#### Task
Among these records, which lines include "roads"? Copy them out.

-------- Material provided --------

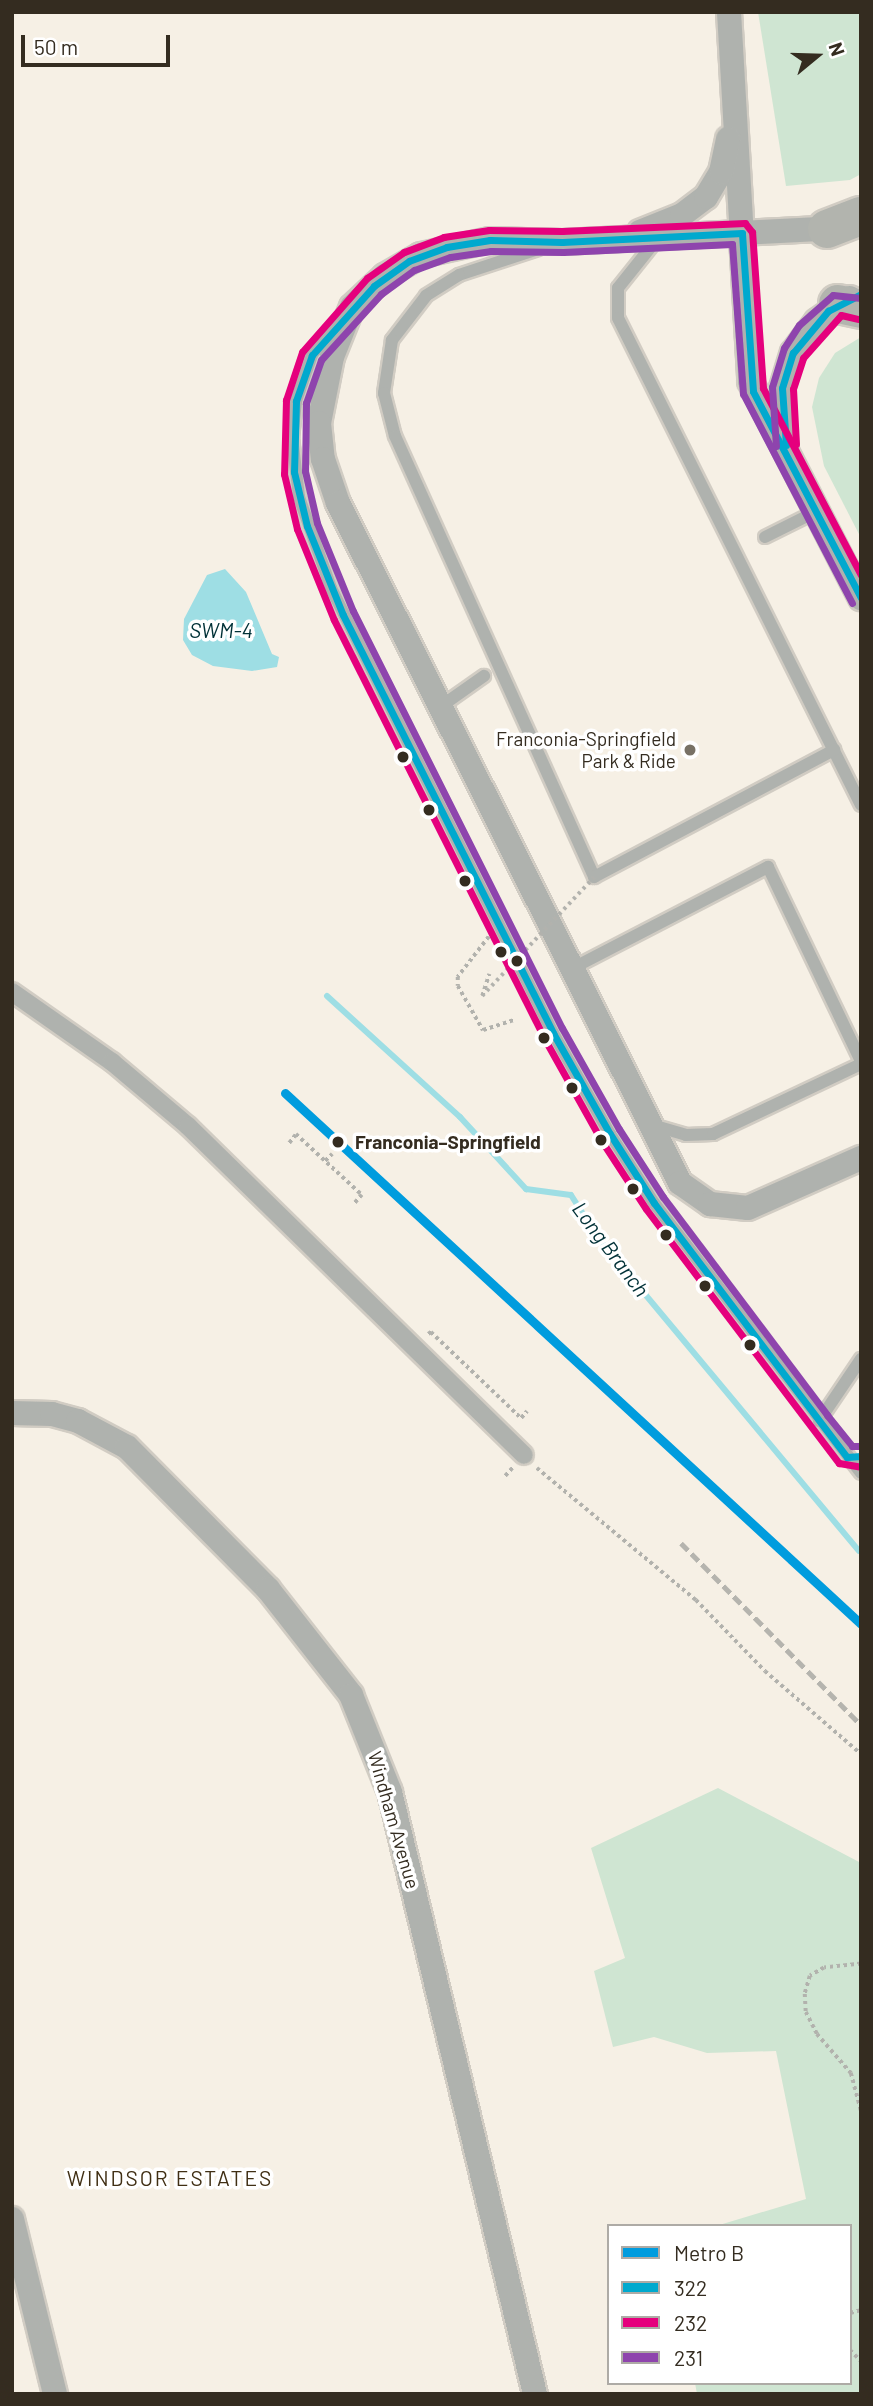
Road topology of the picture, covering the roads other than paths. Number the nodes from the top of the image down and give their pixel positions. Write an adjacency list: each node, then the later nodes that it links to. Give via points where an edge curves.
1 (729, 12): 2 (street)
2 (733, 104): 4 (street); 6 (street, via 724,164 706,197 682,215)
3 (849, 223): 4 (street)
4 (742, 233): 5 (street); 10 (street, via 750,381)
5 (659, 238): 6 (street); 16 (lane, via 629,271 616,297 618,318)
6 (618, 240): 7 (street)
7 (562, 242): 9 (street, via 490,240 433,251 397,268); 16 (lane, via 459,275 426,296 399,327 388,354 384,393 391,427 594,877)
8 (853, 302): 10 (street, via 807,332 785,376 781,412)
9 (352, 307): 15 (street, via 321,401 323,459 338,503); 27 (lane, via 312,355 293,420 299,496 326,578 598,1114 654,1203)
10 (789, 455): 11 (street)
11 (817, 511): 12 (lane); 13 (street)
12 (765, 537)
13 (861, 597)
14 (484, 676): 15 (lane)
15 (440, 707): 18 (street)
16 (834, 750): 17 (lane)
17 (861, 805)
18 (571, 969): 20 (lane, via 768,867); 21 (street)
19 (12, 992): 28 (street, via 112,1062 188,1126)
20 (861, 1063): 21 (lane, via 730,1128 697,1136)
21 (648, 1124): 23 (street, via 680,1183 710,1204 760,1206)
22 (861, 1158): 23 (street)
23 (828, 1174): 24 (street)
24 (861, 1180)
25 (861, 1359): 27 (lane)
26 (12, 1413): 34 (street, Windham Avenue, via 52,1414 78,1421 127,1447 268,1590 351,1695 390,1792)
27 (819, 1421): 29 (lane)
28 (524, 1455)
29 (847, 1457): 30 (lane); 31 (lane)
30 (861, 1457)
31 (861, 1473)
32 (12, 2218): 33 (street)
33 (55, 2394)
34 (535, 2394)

--------
-------- Material provided --------

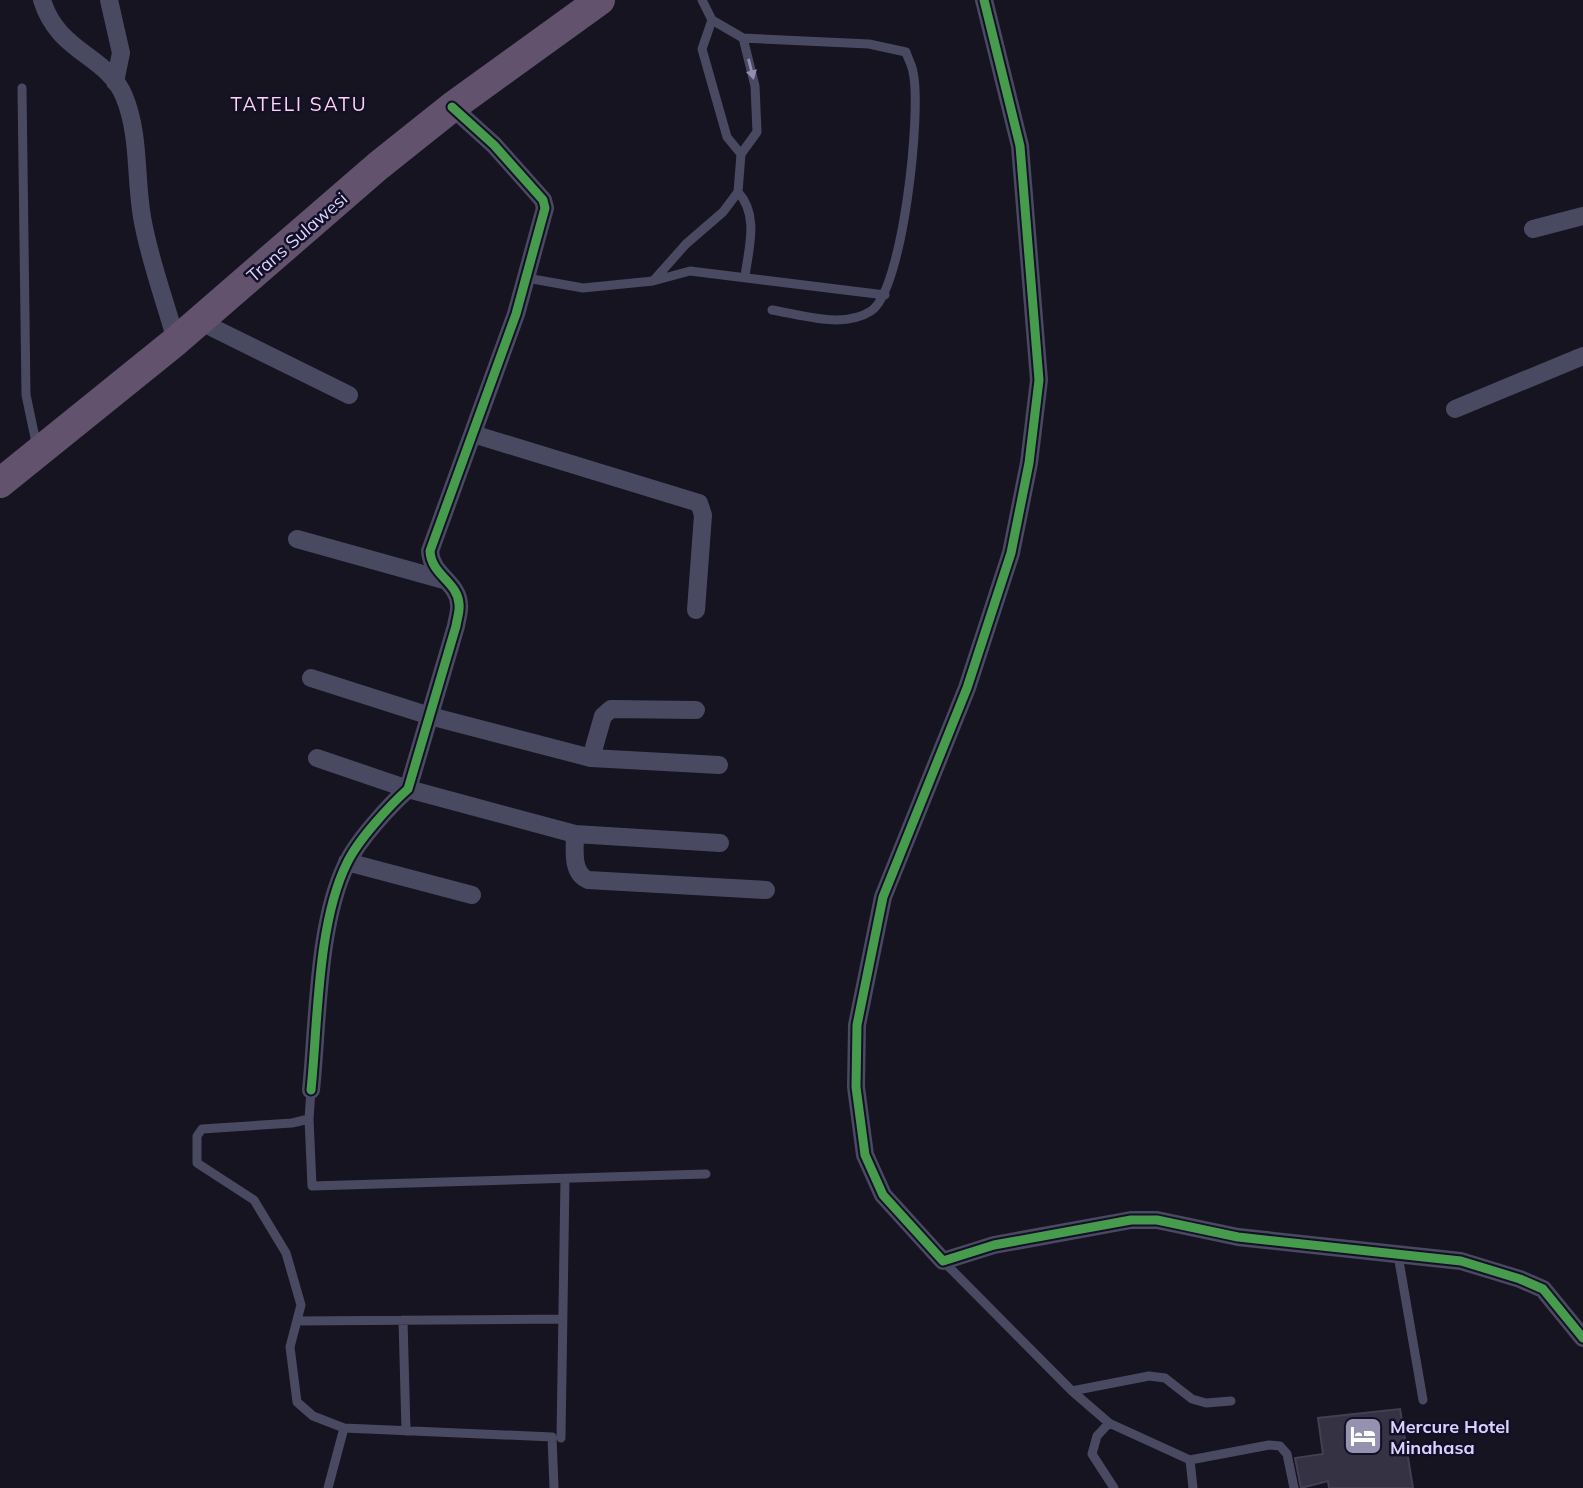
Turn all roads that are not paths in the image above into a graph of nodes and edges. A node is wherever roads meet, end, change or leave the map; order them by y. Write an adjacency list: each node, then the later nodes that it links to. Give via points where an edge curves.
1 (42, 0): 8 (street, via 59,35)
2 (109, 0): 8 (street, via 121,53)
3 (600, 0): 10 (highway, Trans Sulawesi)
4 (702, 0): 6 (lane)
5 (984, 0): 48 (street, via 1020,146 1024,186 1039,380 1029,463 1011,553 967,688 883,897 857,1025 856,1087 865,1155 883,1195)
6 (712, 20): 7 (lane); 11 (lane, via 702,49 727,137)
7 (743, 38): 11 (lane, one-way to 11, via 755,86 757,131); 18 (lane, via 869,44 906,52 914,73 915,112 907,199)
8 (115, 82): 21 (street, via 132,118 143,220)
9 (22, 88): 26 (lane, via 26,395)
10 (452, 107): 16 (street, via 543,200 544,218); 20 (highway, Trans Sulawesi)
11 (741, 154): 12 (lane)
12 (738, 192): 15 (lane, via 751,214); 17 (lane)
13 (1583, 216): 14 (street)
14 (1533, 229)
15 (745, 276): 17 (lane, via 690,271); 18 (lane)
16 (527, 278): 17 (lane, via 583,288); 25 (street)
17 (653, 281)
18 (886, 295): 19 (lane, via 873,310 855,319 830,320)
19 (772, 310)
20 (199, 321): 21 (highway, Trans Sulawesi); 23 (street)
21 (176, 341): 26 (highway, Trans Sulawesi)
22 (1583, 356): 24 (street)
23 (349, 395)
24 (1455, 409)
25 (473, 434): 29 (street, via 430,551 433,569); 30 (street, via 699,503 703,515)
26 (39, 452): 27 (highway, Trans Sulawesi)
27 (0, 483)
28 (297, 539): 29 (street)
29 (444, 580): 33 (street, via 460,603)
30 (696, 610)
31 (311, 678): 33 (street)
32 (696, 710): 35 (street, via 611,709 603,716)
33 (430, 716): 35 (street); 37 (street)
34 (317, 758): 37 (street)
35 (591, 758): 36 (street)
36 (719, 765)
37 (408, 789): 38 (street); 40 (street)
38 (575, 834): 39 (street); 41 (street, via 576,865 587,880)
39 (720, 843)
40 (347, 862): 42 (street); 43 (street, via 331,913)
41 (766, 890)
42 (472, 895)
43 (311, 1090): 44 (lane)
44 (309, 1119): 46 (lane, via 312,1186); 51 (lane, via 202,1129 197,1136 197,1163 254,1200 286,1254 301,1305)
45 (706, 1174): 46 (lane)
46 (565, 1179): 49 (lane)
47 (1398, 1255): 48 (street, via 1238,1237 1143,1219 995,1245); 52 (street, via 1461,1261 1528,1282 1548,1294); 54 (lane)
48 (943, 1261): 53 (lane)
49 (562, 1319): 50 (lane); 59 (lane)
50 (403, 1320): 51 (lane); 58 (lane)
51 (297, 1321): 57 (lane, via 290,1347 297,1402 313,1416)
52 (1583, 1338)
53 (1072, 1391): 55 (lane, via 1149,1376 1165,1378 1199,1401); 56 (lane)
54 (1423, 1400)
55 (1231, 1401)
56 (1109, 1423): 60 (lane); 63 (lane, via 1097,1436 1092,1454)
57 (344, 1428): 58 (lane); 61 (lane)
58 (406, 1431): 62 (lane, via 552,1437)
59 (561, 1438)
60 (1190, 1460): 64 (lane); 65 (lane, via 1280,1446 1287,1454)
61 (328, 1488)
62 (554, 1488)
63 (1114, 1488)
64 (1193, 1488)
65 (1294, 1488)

--------

#### Response box
Road topology of the picture, covering the roads other than paths. Number the nodes from the top of the image down and give their pixel positions. Write an adjacency list: each node, then the later nodes that it links to. Give via points where an edge curves.
Turn all roads that are not paths in the image above into a graph of nodes and edges. A node is wherever roads meet, end, change or leave the map; order them by y. Write an adjacency list: each node, then the later nodes that it links to. Give via points where an edge curves.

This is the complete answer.